**REQUIRED ACTION**. Without any pictures, the records below should be reproduced exactly.

========================================================================

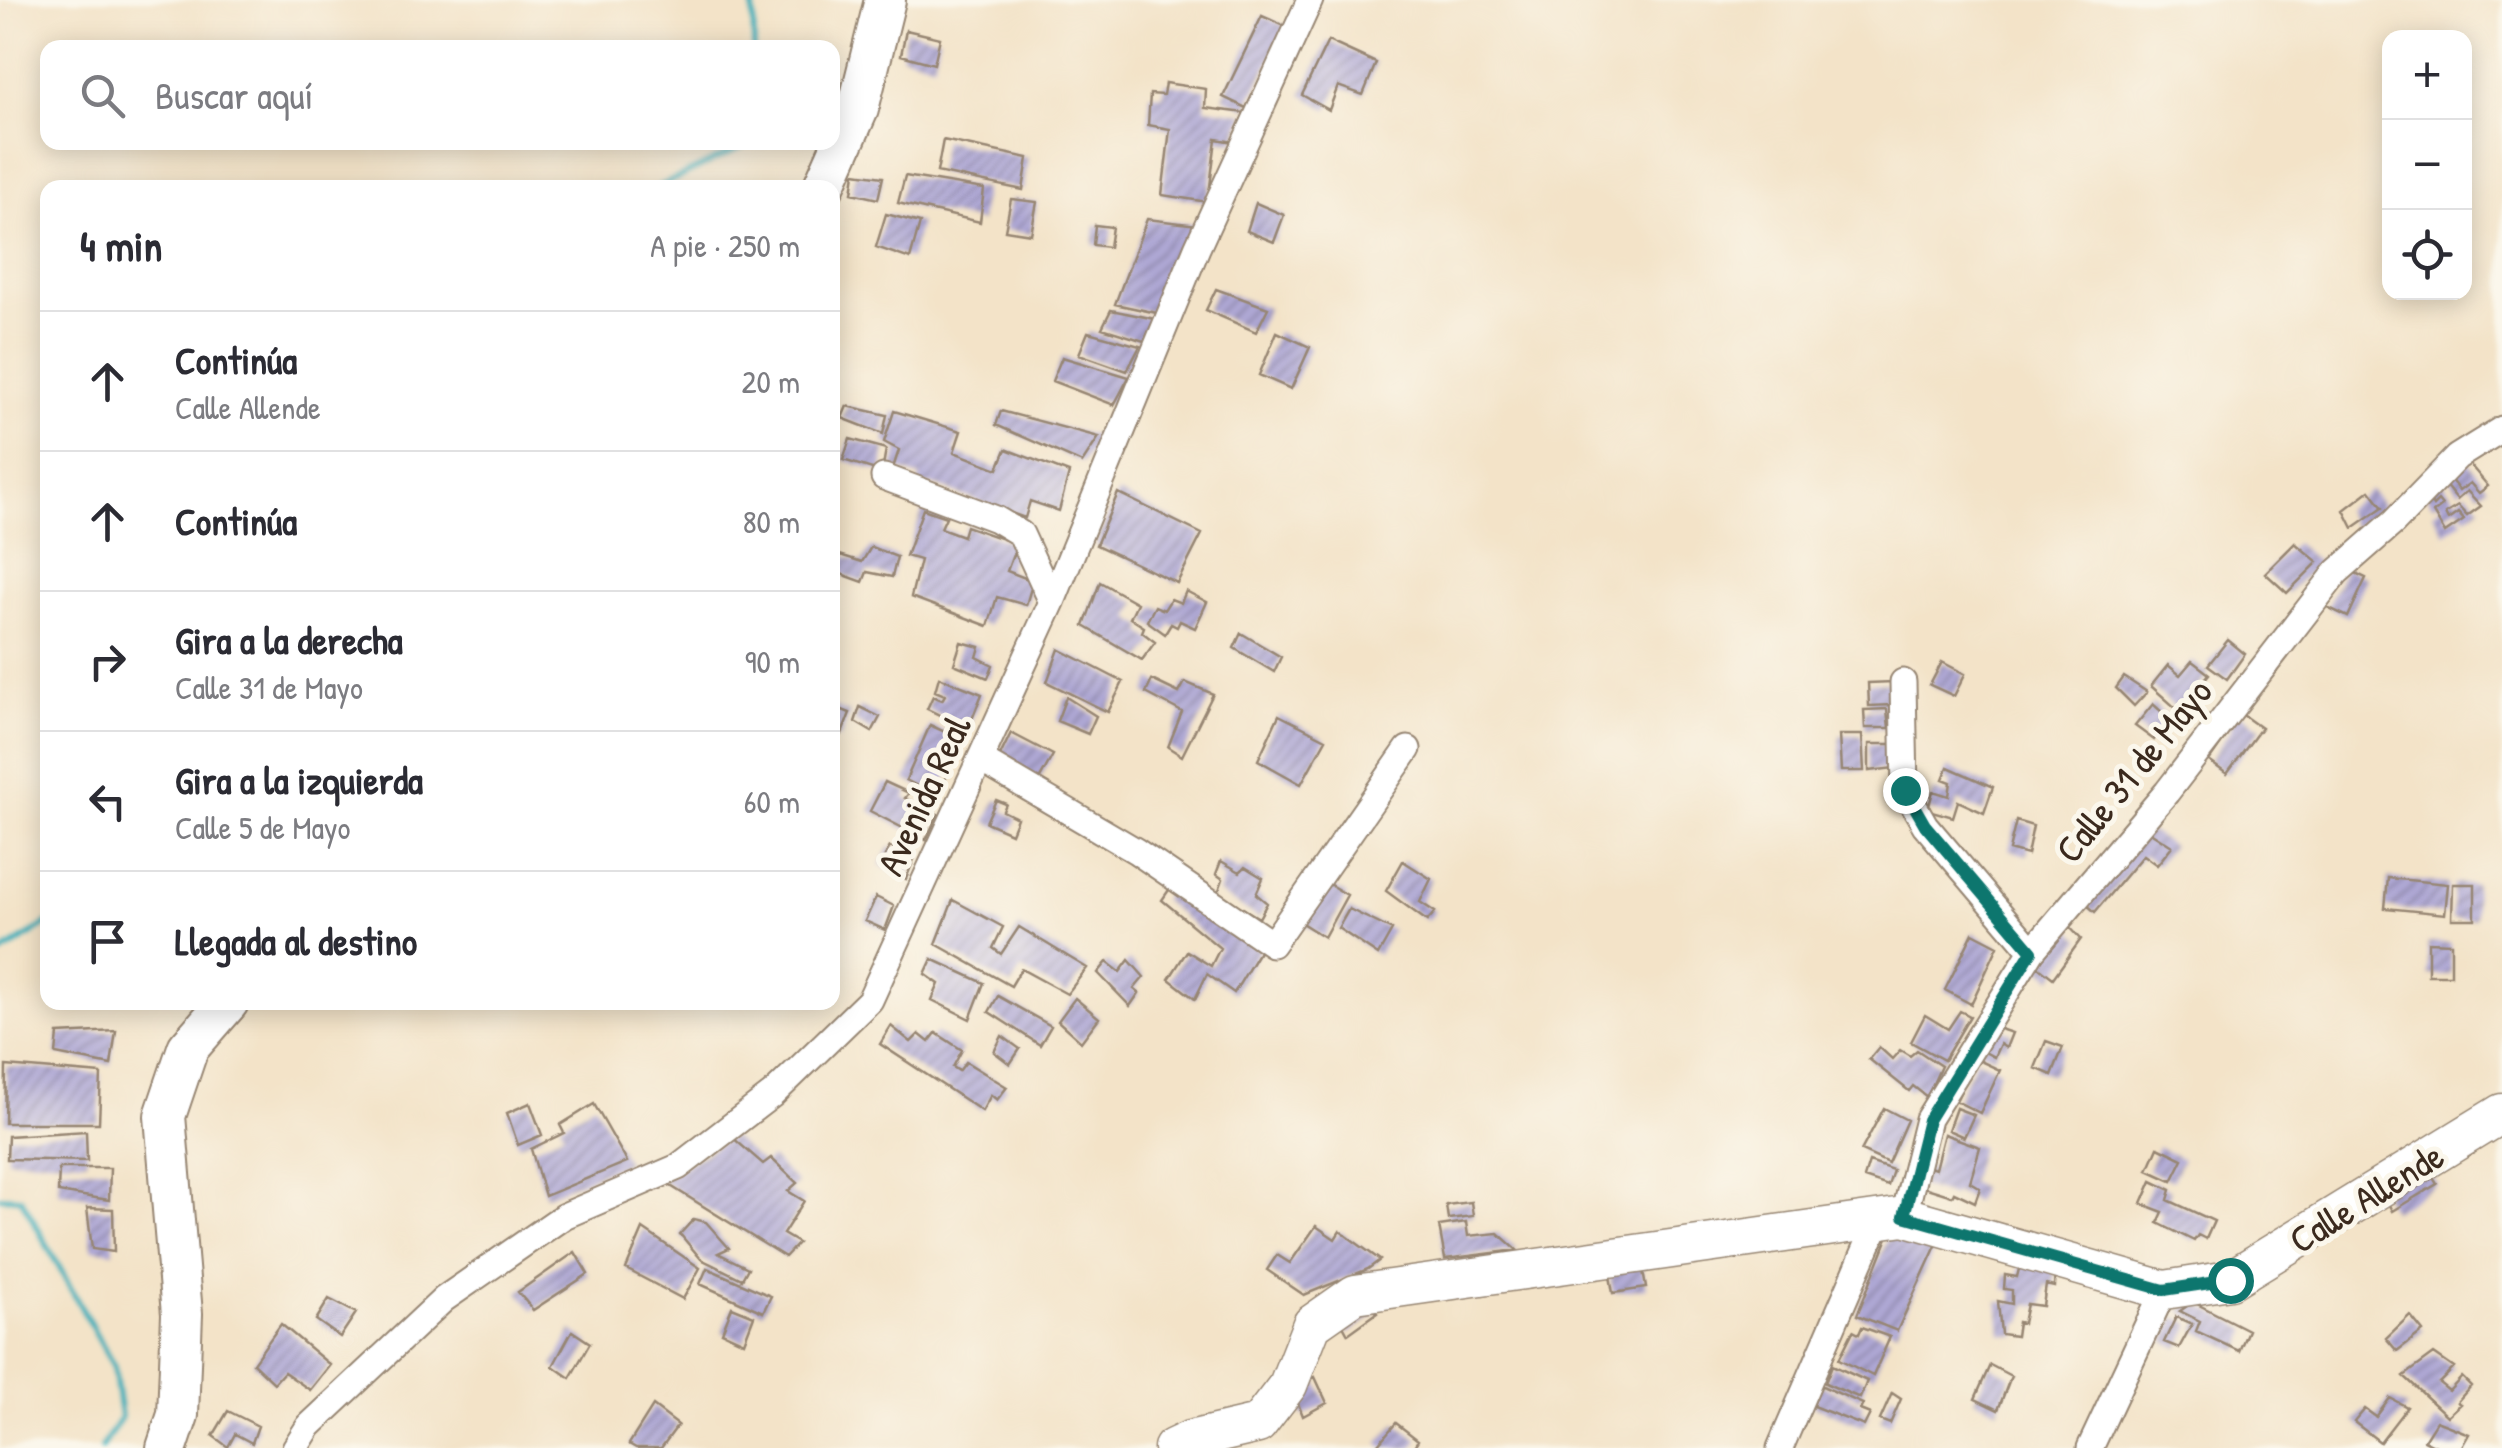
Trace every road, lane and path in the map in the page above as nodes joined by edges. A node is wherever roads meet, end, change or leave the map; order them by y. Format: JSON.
{"nodes":[{"id":1,"x":884,"y":0,"type":"edge"},
{"id":2,"x":1310,"y":0,"type":"edge"},
{"id":3,"x":840,"y":150,"type":"edge"},
{"id":4,"x":840,"y":150,"type":"edge"},
{"id":5,"x":827,"y":180,"type":"edge"},
{"id":6,"x":2502,"y":428,"type":"edge"},
{"id":7,"x":884,"y":477,"type":"dead end"},
{"id":8,"x":1052,"y":602,"type":"junction"},
{"id":9,"x":1903,"y":682,"type":"dead end"},
{"id":10,"x":1408,"y":749,"type":"dead end"},
{"id":11,"x":981,"y":760,"type":"junction"},
{"id":12,"x":2032,"y":951,"type":"junction"},
{"id":13,"x":221,"y":1010,"type":"edge"},
{"id":14,"x":2502,"y":1113,"type":"edge"},
{"id":15,"x":1891,"y":1219,"type":"junction"},
{"id":16,"x":2164,"y":1290,"type":"junction"},
{"id":17,"x":167,"y":1448,"type":"edge"},
{"id":18,"x":295,"y":1448,"type":"edge"},
{"id":19,"x":1173,"y":1448,"type":"edge"},
{"id":20,"x":1780,"y":1448,"type":"edge"},
{"id":21,"x":2090,"y":1448,"type":"edge"}],
"edges":[{"from":1,"to":4,"type":"main road"},
{"from":2,"to":8,"type":"street","name":"Avenida Real"},
{"from":3,"to":5,"type":"main road"},
{"from":6,"to":12,"type":"street","name":"Calle 31 de Mayo"},
{"from":7,"to":8,"type":"street"},
{"from":8,"to":11,"type":"street","name":"Avenida Real"},
{"from":9,"to":12,"type":"street"},
{"from":10,"to":11,"type":"street"},
{"from":11,"to":18,"type":"street","name":"Avenida Real"},
{"from":12,"to":15,"type":"street","name":"Calle 31 de Mayo"},
{"from":13,"to":17,"type":"main road"},
{"from":14,"to":16,"type":"street","name":"Calle Allende"},
{"from":15,"to":16,"type":"street"},
{"from":15,"to":19,"type":"street"},
{"from":15,"to":20,"type":"street","name":"Calle 31 de Mayo"},
{"from":16,"to":21,"type":"street"}]}
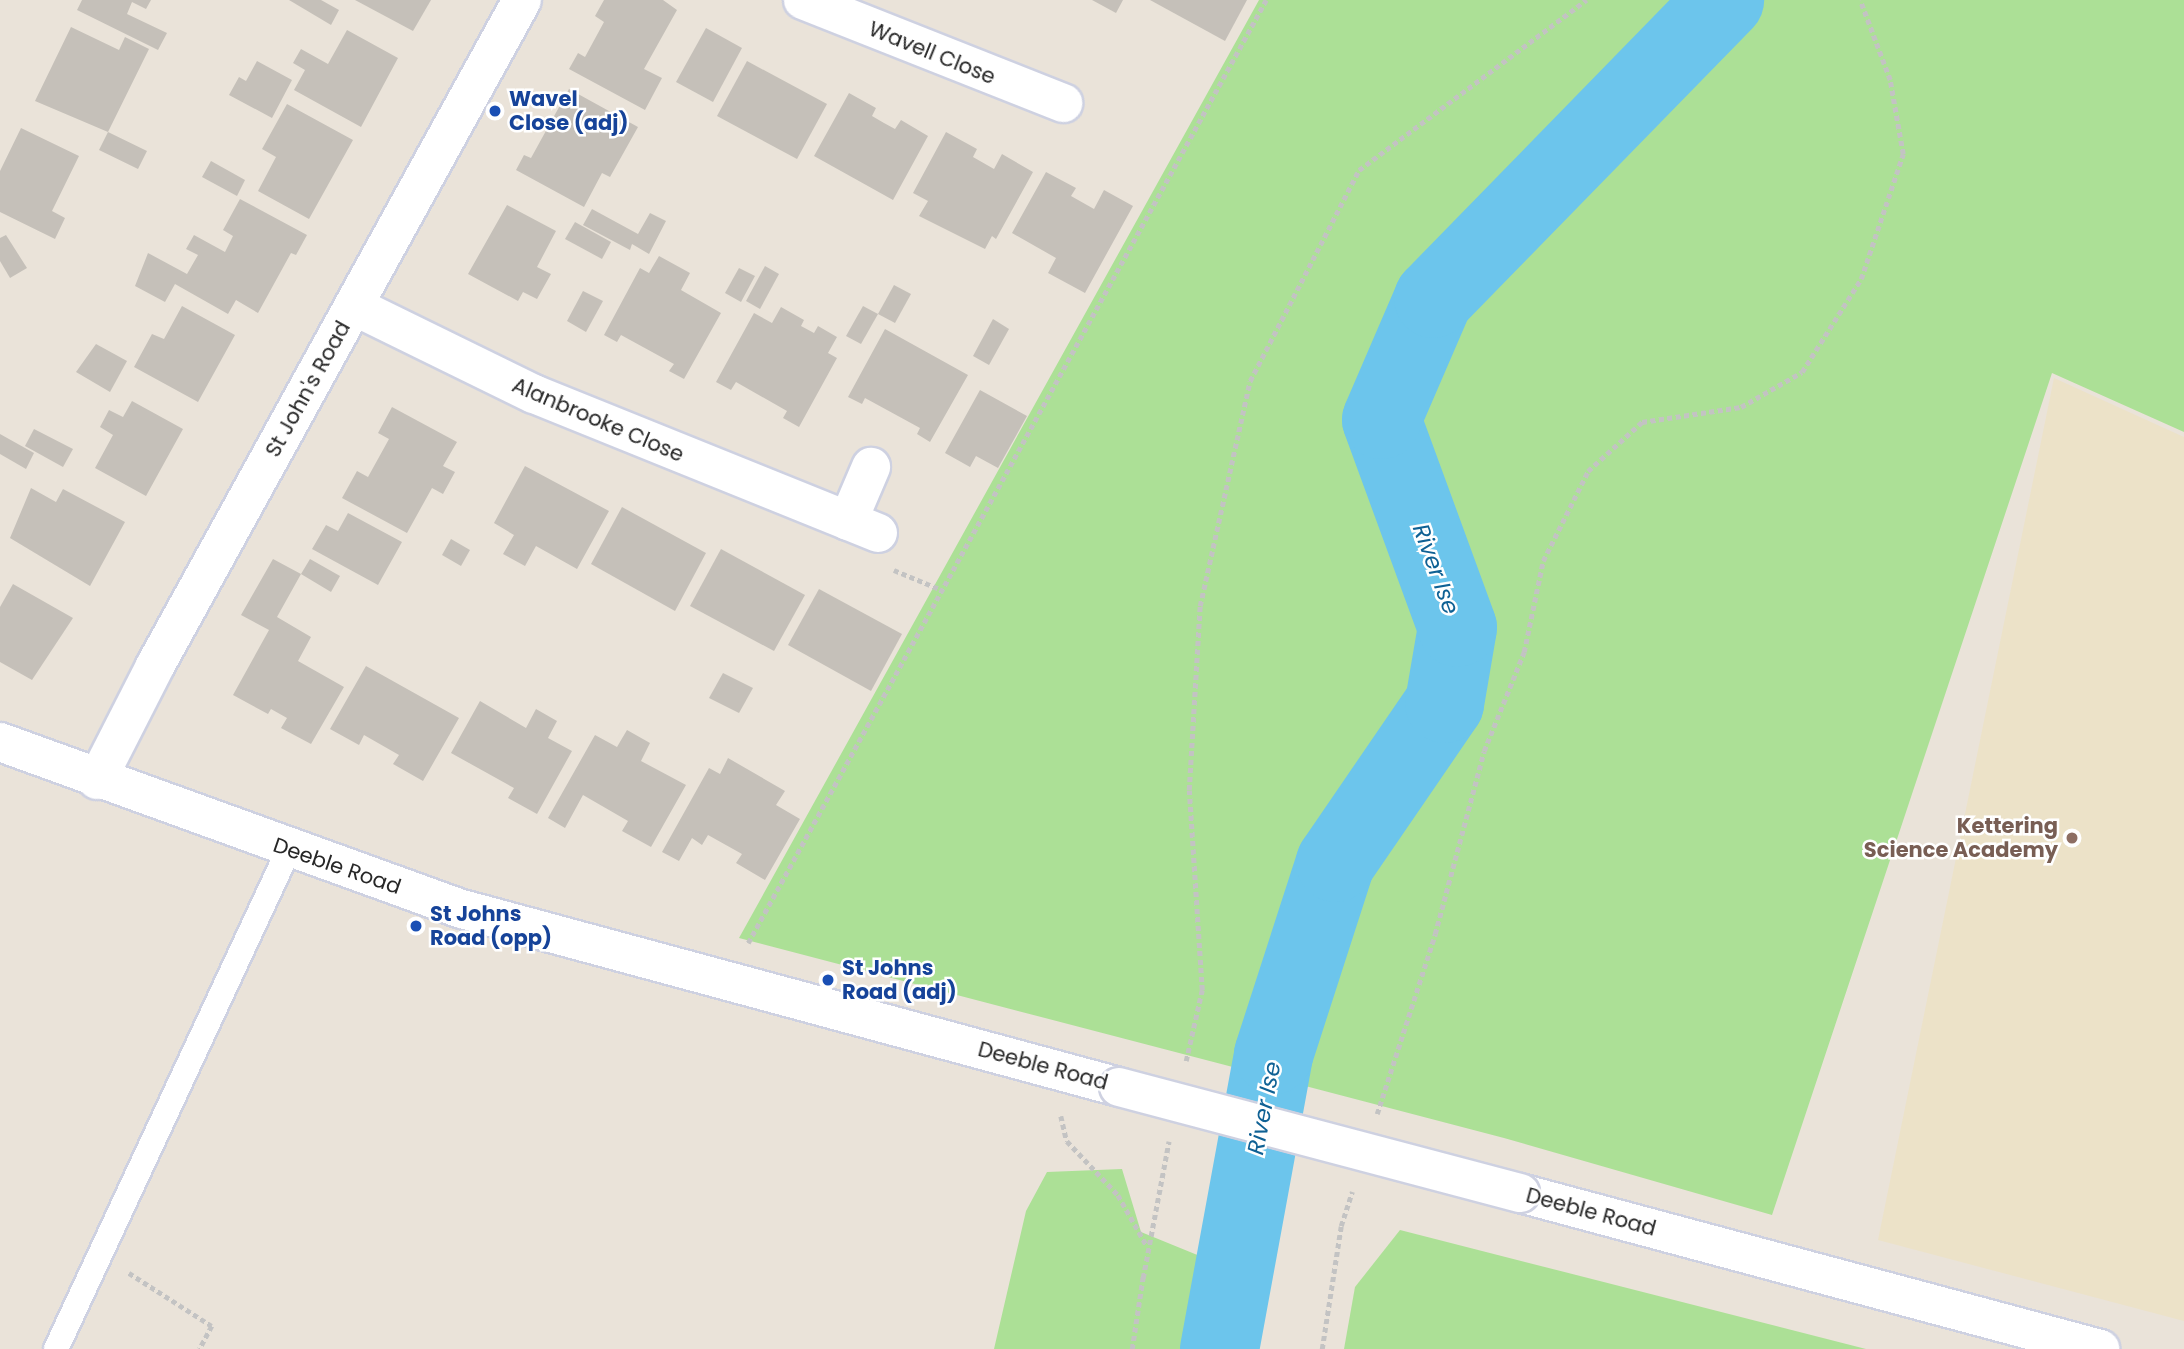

========================================================================

**EXERCISE RESULT**.
Trace every road, lane and path in the map in the page above as nodes joined by edges. A node is wherever roads meet, end, change or leave the map; order them by y. Format: JSON.
{"nodes":[{"id":1,"x":884,"y":0,"type":"edge"},
{"id":2,"x":1310,"y":0,"type":"edge"},
{"id":3,"x":840,"y":150,"type":"edge"},
{"id":4,"x":840,"y":150,"type":"edge"},
{"id":5,"x":827,"y":180,"type":"edge"},
{"id":6,"x":2502,"y":428,"type":"edge"},
{"id":7,"x":884,"y":477,"type":"dead end"},
{"id":8,"x":1052,"y":602,"type":"junction"},
{"id":9,"x":1903,"y":682,"type":"dead end"},
{"id":10,"x":1408,"y":749,"type":"dead end"},
{"id":11,"x":981,"y":760,"type":"junction"},
{"id":12,"x":2032,"y":951,"type":"junction"},
{"id":13,"x":221,"y":1010,"type":"edge"},
{"id":14,"x":2502,"y":1113,"type":"edge"},
{"id":15,"x":1891,"y":1219,"type":"junction"},
{"id":16,"x":2164,"y":1290,"type":"junction"},
{"id":17,"x":167,"y":1448,"type":"edge"},
{"id":18,"x":295,"y":1448,"type":"edge"},
{"id":19,"x":1173,"y":1448,"type":"edge"},
{"id":20,"x":1780,"y":1448,"type":"edge"},
{"id":21,"x":2090,"y":1448,"type":"edge"}],
"edges":[{"from":1,"to":4,"type":"main road"},
{"from":2,"to":8,"type":"street","name":"Avenida Real"},
{"from":3,"to":5,"type":"main road"},
{"from":6,"to":12,"type":"street","name":"Calle 31 de Mayo"},
{"from":7,"to":8,"type":"street"},
{"from":8,"to":11,"type":"street","name":"Avenida Real"},
{"from":9,"to":12,"type":"street"},
{"from":10,"to":11,"type":"street"},
{"from":11,"to":18,"type":"street","name":"Avenida Real"},
{"from":12,"to":15,"type":"street","name":"Calle 31 de Mayo"},
{"from":13,"to":17,"type":"main road"},
{"from":14,"to":16,"type":"street","name":"Calle Allende"},
{"from":15,"to":16,"type":"street"},
{"from":15,"to":19,"type":"street"},
{"from":15,"to":20,"type":"street","name":"Calle 31 de Mayo"},
{"from":16,"to":21,"type":"street"}]}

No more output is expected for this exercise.